WORK INSTRUCTIONS. Every line in the entries where "VAHAKASKATU" is found should be copied.

INPUT DATA.
------------------------------------
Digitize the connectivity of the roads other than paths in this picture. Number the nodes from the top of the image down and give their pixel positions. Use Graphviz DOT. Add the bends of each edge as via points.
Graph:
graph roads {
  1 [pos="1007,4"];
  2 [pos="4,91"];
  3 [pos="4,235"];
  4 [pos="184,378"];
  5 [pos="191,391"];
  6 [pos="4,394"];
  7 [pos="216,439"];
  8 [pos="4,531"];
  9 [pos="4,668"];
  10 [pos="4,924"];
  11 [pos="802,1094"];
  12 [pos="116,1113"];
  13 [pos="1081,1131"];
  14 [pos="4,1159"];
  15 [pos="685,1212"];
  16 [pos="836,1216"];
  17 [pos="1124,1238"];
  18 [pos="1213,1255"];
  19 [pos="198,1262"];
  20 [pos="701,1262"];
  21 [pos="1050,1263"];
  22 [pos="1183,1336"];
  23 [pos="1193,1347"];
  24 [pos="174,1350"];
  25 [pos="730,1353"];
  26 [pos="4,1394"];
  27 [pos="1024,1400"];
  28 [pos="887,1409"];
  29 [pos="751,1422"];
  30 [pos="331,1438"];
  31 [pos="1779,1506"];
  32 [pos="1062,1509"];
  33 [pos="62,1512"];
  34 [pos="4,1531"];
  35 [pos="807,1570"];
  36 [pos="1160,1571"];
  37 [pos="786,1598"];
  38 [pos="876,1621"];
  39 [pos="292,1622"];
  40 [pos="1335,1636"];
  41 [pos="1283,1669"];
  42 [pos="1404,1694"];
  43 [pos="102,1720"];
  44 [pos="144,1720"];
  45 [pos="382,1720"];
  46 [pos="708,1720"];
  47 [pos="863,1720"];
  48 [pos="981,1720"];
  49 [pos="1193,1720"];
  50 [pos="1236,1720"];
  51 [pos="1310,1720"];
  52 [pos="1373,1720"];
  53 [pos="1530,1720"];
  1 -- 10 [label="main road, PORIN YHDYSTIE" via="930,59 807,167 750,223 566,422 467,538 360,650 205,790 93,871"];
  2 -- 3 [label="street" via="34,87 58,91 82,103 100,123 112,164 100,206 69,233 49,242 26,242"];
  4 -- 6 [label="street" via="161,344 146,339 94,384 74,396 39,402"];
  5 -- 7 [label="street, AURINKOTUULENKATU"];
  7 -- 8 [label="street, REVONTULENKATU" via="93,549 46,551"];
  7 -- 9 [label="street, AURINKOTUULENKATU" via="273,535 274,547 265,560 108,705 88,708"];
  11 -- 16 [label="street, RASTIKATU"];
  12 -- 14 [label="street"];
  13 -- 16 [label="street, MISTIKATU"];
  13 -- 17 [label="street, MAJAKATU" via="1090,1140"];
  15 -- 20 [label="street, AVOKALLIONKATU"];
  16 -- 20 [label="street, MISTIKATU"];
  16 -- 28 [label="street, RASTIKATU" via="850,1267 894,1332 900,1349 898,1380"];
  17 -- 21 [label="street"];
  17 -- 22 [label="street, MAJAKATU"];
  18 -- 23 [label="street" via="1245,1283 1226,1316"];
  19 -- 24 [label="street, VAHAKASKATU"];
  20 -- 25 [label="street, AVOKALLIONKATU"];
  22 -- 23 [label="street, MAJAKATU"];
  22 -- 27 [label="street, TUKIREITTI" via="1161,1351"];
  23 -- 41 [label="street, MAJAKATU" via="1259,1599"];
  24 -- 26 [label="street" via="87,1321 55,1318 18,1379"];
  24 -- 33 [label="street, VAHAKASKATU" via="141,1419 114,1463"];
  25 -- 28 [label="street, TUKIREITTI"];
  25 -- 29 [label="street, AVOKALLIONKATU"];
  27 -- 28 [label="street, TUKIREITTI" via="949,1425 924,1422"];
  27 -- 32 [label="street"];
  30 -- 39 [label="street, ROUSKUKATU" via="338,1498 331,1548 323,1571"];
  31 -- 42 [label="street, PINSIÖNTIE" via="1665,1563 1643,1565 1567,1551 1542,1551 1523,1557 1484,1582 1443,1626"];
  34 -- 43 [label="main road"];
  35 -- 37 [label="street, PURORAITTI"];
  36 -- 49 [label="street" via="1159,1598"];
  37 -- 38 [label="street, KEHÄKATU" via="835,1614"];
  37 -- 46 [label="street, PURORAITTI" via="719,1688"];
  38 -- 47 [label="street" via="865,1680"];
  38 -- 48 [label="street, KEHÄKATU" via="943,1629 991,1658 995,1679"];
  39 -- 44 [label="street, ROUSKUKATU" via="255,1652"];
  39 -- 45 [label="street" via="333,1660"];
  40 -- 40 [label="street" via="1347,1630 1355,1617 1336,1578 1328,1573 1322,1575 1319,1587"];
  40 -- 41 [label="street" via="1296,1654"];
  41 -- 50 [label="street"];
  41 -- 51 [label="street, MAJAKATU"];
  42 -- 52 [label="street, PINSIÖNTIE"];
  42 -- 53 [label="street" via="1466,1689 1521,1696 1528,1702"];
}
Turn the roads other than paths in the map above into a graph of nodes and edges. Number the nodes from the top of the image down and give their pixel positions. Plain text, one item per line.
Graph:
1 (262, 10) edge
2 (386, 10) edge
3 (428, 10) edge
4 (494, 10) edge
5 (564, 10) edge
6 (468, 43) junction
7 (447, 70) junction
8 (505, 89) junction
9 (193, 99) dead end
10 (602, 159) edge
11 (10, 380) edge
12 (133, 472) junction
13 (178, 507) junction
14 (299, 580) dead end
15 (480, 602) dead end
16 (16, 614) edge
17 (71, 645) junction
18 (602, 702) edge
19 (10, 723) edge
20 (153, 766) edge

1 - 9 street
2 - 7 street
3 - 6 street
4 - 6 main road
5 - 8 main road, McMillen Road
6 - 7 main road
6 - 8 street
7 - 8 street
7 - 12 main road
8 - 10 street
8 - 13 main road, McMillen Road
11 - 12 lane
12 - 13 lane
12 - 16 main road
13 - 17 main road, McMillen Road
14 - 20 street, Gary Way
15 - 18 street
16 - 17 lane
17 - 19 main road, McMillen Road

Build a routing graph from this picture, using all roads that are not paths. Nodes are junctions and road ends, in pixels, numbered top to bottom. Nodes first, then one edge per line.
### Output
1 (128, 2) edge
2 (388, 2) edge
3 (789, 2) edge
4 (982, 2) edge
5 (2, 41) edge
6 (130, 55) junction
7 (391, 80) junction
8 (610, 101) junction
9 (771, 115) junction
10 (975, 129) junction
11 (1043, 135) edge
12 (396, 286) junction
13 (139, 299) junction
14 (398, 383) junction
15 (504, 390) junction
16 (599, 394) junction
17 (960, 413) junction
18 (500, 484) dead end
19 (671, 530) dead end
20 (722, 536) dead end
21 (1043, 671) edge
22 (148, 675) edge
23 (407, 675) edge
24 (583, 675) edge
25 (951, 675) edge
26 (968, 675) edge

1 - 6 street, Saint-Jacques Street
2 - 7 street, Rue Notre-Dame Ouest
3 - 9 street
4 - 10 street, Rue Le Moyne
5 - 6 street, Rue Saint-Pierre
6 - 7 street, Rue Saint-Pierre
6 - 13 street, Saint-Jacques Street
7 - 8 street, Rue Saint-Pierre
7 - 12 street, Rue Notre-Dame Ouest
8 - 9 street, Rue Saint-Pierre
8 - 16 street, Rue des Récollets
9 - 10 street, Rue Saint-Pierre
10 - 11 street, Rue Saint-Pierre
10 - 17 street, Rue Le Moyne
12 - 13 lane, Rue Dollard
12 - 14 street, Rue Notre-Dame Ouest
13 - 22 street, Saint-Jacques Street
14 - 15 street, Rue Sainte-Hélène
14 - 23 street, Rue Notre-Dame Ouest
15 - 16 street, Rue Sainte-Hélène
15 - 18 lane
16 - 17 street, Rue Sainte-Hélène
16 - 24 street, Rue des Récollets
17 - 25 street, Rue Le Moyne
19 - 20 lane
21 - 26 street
------------------------------------
SOLUTION TO THIS PROBLEM.
  19 -- 24 [label="street, VAHAKASKATU"];
  24 -- 33 [label="street, VAHAKASKATU" via="141,1419 114,1463"];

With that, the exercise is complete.